Collected data
* * * * * * * * *

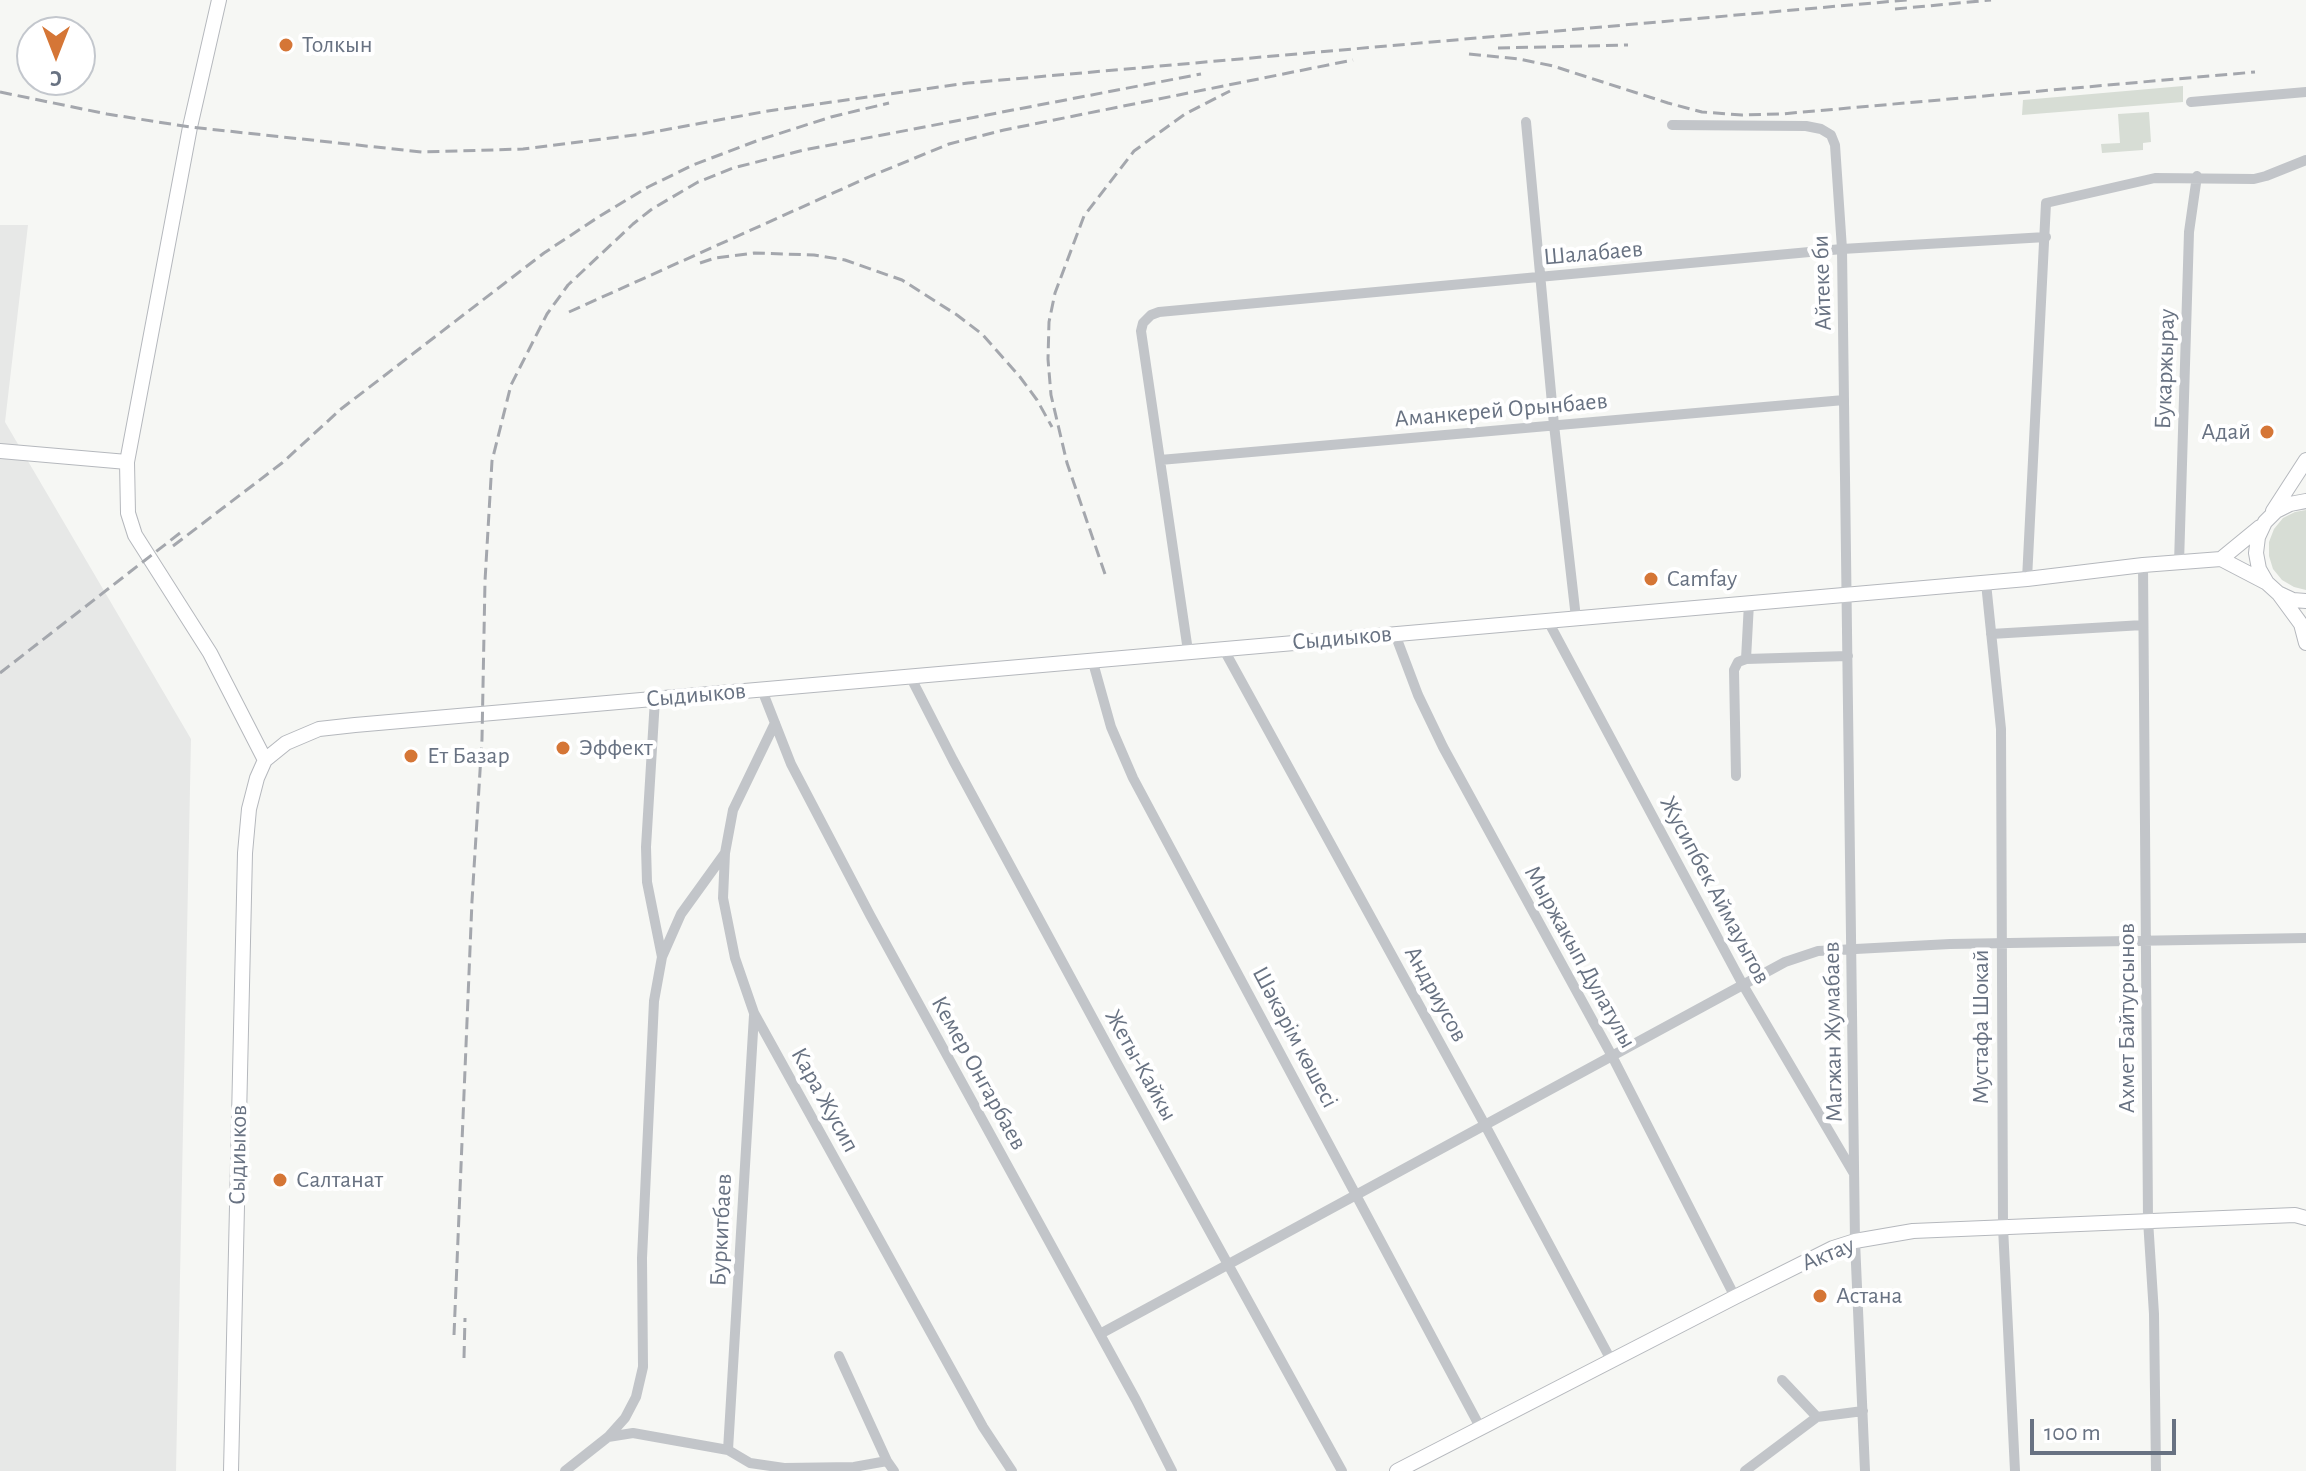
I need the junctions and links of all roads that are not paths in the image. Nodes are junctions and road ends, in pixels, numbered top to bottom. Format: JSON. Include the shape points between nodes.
{"nodes":[{"id":1,"x":219,"y":0,"type":"edge"},
{"id":2,"x":2306,"y":92,"type":"edge"},
{"id":3,"x":2191,"y":102,"type":"dead end"},
{"id":4,"x":1526,"y":122,"type":"dead end"},
{"id":5,"x":1672,"y":125,"type":"dead end"},
{"id":6,"x":2306,"y":160,"type":"edge"},
{"id":7,"x":2197,"y":176,"type":"junction"},
{"id":8,"x":2046,"y":237,"type":"junction"},
{"id":9,"x":1842,"y":249,"type":"junction"},
{"id":10,"x":1540,"y":278,"type":"junction"},
{"id":11,"x":1844,"y":400,"type":"junction"},
{"id":12,"x":1554,"y":425,"type":"junction"},
{"id":13,"x":0,"y":451,"type":"edge"},
{"id":14,"x":1160,"y":460,"type":"junction"},
{"id":15,"x":2306,"y":460,"type":"edge"},
{"id":16,"x":127,"y":462,"type":"junction"},
{"id":17,"x":2306,"y":501,"type":"edge"},
{"id":18,"x":2265,"y":522,"type":"junction"},
{"id":19,"x":2221,"y":559,"type":"junction"},
{"id":20,"x":2179,"y":563,"type":"junction"},
{"id":21,"x":2143,"y":565,"type":"junction"},
{"id":22,"x":2027,"y":579,"type":"junction"},
{"id":23,"x":1986,"y":583,"type":"junction"},
{"id":24,"x":2267,"y":583,"type":"junction"},
{"id":25,"x":1848,"y":593,"type":"junction"},
{"id":26,"x":2278,"y":593,"type":"junction"},
{"id":27,"x":2306,"y":601,"type":"edge"},
{"id":28,"x":1749,"y":603,"type":"junction"},
{"id":29,"x":1576,"y":618,"type":"junction"},
{"id":30,"x":1548,"y":621,"type":"junction"},
{"id":31,"x":2143,"y":625,"type":"junction"},
{"id":32,"x":1395,"y":634,"type":"junction"},
{"id":33,"x":1991,"y":634,"type":"junction"},
{"id":34,"x":2306,"y":643,"type":"edge"},
{"id":35,"x":1223,"y":648,"type":"junction"},
{"id":36,"x":1188,"y":651,"type":"junction"},
{"id":37,"x":1848,"y":656,"type":"junction"},
{"id":38,"x":1092,"y":659,"type":"junction"},
{"id":39,"x":1746,"y":659,"type":"junction"},
{"id":40,"x":910,"y":676,"type":"junction"},
{"id":41,"x":762,"y":690,"type":"junction"},
{"id":42,"x":655,"y":699,"type":"junction"},
{"id":43,"x":775,"y":723,"type":"junction"},
{"id":44,"x":265,"y":760,"type":"junction"},
{"id":45,"x":1736,"y":776,"type":"dead end"},
{"id":46,"x":725,"y":853,"type":"junction"},
{"id":47,"x":2306,"y":938,"type":"edge"},
{"id":48,"x":2147,"y":940,"type":"junction"},
{"id":49,"x":2001,"y":943,"type":"junction"},
{"id":50,"x":1852,"y":949,"type":"junction"},
{"id":51,"x":662,"y":957,"type":"junction"},
{"id":52,"x":1743,"y":985,"type":"junction"},
{"id":53,"x":754,"y":1013,"type":"junction"},
{"id":54,"x":1612,"y":1056,"type":"junction"},
{"id":55,"x":1485,"y":1125,"type":"junction"},
{"id":56,"x":1854,"y":1174,"type":"junction"},
{"id":57,"x":1357,"y":1194,"type":"junction"},
{"id":58,"x":2306,"y":1218,"type":"edge"},
{"id":59,"x":2148,"y":1220,"type":"junction"},
{"id":60,"x":2003,"y":1227,"type":"junction"},
{"id":61,"x":1855,"y":1241,"type":"junction"},
{"id":62,"x":1229,"y":1265,"type":"junction"},
{"id":63,"x":1735,"y":1297,"type":"junction"},
{"id":64,"x":1100,"y":1334,"type":"junction"},
{"id":65,"x":839,"y":1356,"type":"dead end"},
{"id":66,"x":1611,"y":1360,"type":"junction"},
{"id":67,"x":1782,"y":1380,"type":"dead end"},
{"id":68,"x":1863,"y":1411,"type":"junction"},
{"id":69,"x":1817,"y":1417,"type":"junction"},
{"id":70,"x":1480,"y":1427,"type":"junction"},
{"id":71,"x":608,"y":1437,"type":"junction"},
{"id":72,"x":728,"y":1450,"type":"junction"},
{"id":73,"x":890,"y":1466,"type":"edge"},
{"id":74,"x":231,"y":1471,"type":"edge"},
{"id":75,"x":565,"y":1471,"type":"edge"},
{"id":76,"x":1012,"y":1471,"type":"edge"},
{"id":77,"x":1172,"y":1471,"type":"edge"},
{"id":78,"x":1342,"y":1471,"type":"edge"},
{"id":79,"x":1397,"y":1471,"type":"edge"},
{"id":80,"x":1745,"y":1471,"type":"edge"},
{"id":81,"x":1865,"y":1471,"type":"edge"},
{"id":82,"x":2015,"y":1471,"type":"edge"},
{"id":83,"x":2156,"y":1471,"type":"edge"}],
"edges":[{"from":1,"to":16,"type":"street"},
{"from":2,"to":3,"type":"street"},
{"from":4,"to":10,"type":"street"},
{"from":5,"to":9,"type":"street","name":"Айтеке би","via":[[1806,126],[1831,135]]},
{"from":6,"to":7,"type":"street","via":[[2254,179]]},
{"from":7,"to":8,"type":"street","via":[[2155,178],[2046,203]]},
{"from":7,"to":20,"type":"street","name":"Букаржырау","via":[[2189,232]]},
{"from":8,"to":9,"type":"street","name":"Шалабаев"},
{"from":8,"to":22,"type":"street"},
{"from":9,"to":10,"type":"street","name":"Шалабаев"},
{"from":9,"to":11,"type":"street","name":"Айтеке би"},
{"from":10,"to":12,"type":"street"},
{"from":10,"to":14,"type":"street","name":"Шалабаев","via":[[1159,312],[1146,319],[1141,331]]},
{"from":11,"to":12,"type":"street","name":"Аманкерей Орынбаев"},
{"from":11,"to":25,"type":"street","name":"Айтеке би"},
{"from":12,"to":14,"type":"street","name":"Аманкерей Орынбаев"},
{"from":12,"to":29,"type":"street"},
{"from":13,"to":16,"type":"street"},
{"from":14,"to":36,"type":"street"},
{"from":15,"to":18,"type":"street"},
{"from":16,"to":44,"type":"street","via":[[128,513],[135,535],[210,653]]},
{"from":17,"to":18,"type":"street","via":[[2276,511]]},
{"from":18,"to":19,"type":"street"},
{"from":18,"to":24,"type":"street","via":[[2256,553]]},
{"from":19,"to":20,"type":"street","name":"Сыдиыков"},
{"from":19,"to":24,"type":"street"},
{"from":20,"to":21,"type":"street","name":"Сыдиыков"},
{"from":21,"to":22,"type":"street","name":"Сыдиыков"},
{"from":21,"to":31,"type":"street","name":"Ахмет Байтурсынов"},
{"from":22,"to":23,"type":"street","name":"Сыдиыков"},
{"from":23,"to":25,"type":"street","name":"Сыдиыков"},
{"from":23,"to":33,"type":"street","name":"Мустафа Шокай"},
{"from":24,"to":26,"type":"street"},
{"from":25,"to":28,"type":"street","name":"Сыдиыков"},
{"from":25,"to":37,"type":"street","name":"Магжан Жумабаев"},
{"from":26,"to":27,"type":"street"},
{"from":26,"to":34,"type":"street","via":[[2301,624]]},
{"from":28,"to":29,"type":"street","name":"Сыдиыков"},
{"from":28,"to":39,"type":"street"},
{"from":29,"to":30,"type":"street","name":"Сыдиыков"},
{"from":30,"to":32,"type":"street","name":"Сыдиыков"},
{"from":30,"to":52,"type":"street","name":"Жусипбек Аймауытов"},
{"from":31,"to":33,"type":"street"},
{"from":31,"to":48,"type":"street","name":"Ахмет Байтурсынов"},
{"from":32,"to":35,"type":"street","name":"Сыдиыков"},
{"from":32,"to":54,"type":"street","name":"Мыржакып Дулатулы","via":[[1443,747]]},
{"from":33,"to":49,"type":"street","name":"Мустафа Шокай","via":[[2001,729]]},
{"from":35,"to":36,"type":"street","name":"Сыдиыков"},
{"from":35,"to":55,"type":"street","name":"Андриусов"},
{"from":36,"to":38,"type":"street","name":"Сыдиыков"},
{"from":37,"to":39,"type":"street"},
{"from":37,"to":50,"type":"street","name":"Магжан Жумабаев"},
{"from":38,"to":40,"type":"street","name":"Сыдиыков"},
{"from":38,"to":57,"type":"street","name":"Шәкәрім көшесі","via":[[1111,727],[1133,778]]},
{"from":39,"to":45,"type":"street","via":[[1734,670]]},
{"from":40,"to":41,"type":"street","name":"Сыдиыков"},
{"from":40,"to":62,"type":"street","name":"Жеты-Кайкы"},
{"from":41,"to":42,"type":"street","name":"Сыдиыков"},
{"from":41,"to":43,"type":"street","name":"Кемер Онгарбаев"},
{"from":42,"to":44,"type":"street","name":"Сыдиыков","via":[[319,729],[286,743]]},
{"from":42,"to":51,"type":"street","via":[[646,847],[647,882]]},
{"from":43,"to":46,"type":"street","name":"Кара Жусип","via":[[733,810]]},
{"from":43,"to":64,"type":"street","name":"Кемер Онгарбаев","via":[[870,915]]},
{"from":44,"to":74,"type":"street","name":"Сыдиыков","via":[[249,809],[245,853]]},
{"from":46,"to":51,"type":"street","via":[[681,914]]},
{"from":46,"to":53,"type":"street","name":"Кара Жусип","via":[[723,898],[735,958]]},
{"from":47,"to":48,"type":"street"},
{"from":48,"to":49,"type":"street"},
{"from":48,"to":59,"type":"street","name":"Ахмет Байтурсынов"},
{"from":49,"to":50,"type":"street"},
{"from":49,"to":60,"type":"street","name":"Мустафа Шокай"},
{"from":50,"to":52,"type":"street","via":[[1818,951]]},
{"from":50,"to":56,"type":"street","name":"Магжан Жумабаев"},
{"from":51,"to":71,"type":"street","via":[[654,1001],[642,1258],[643,1367],[636,1397]]},
{"from":52,"to":54,"type":"street"},
{"from":52,"to":56,"type":"street","name":"Жусипбек Аймауытов"},
{"from":53,"to":72,"type":"street","name":"Буркитбаев"},
{"from":53,"to":76,"type":"street","name":"Кара Жусип"},
{"from":54,"to":55,"type":"street"},
{"from":54,"to":63,"type":"street","name":"Мыржакып Дулатулы"},
{"from":55,"to":57,"type":"street"},
{"from":55,"to":66,"type":"street","name":"Андриусов"},
{"from":56,"to":61,"type":"street","name":"Магжан Жумабаев"},
{"from":57,"to":62,"type":"street"},
{"from":57,"to":70,"type":"street","name":"Шәкәрім көшесі"},
{"from":58,"to":59,"type":"street","name":"Актау"},
{"from":59,"to":60,"type":"street","name":"Актау"},
{"from":59,"to":83,"type":"street","name":"Ахмет Байтурсынов"},
{"from":60,"to":61,"type":"street","name":"Актау","via":[[1913,1231]]},
{"from":60,"to":82,"type":"street","name":"Мустафа Шокай"},
{"from":61,"to":63,"type":"street","name":"Актау"},
{"from":61,"to":68,"type":"street","name":"Магжан Жумабаев"},
{"from":62,"to":64,"type":"street"},
{"from":62,"to":78,"type":"street","name":"Жеты-Кайкы"},
{"from":63,"to":66,"type":"street","name":"Актау"},
{"from":64,"to":77,"type":"street","name":"Кемер Онгарбаев"},
{"from":65,"to":73,"type":"street"},
{"from":66,"to":70,"type":"street","name":"Актау"},
{"from":67,"to":69,"type":"street"},
{"from":68,"to":69,"type":"street"},
{"from":68,"to":81,"type":"street","name":"Магжан Жумабаев"},
{"from":69,"to":80,"type":"street"},
{"from":70,"to":79,"type":"street","name":"Актау"},
{"from":71,"to":72,"type":"street","via":[[633,1433]]},
{"from":71,"to":75,"type":"street"},
{"from":72,"to":73,"type":"street","via":[[750,1463],[784,1468]]}]}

* * * * * * * * *

* What you will do *
Check each line above for the word "Байтурсынов" and copy the ones that have it.

* Reply *
{"from":21,"to":31,"type":"street","name":"Ахмет Байтурсынов"},
{"from":31,"to":48,"type":"street","name":"Ахмет Байтурсынов"},
{"from":48,"to":59,"type":"street","name":"Ахмет Байтурсынов"},
{"from":59,"to":83,"type":"street","name":"Ахмет Байтурсынов"},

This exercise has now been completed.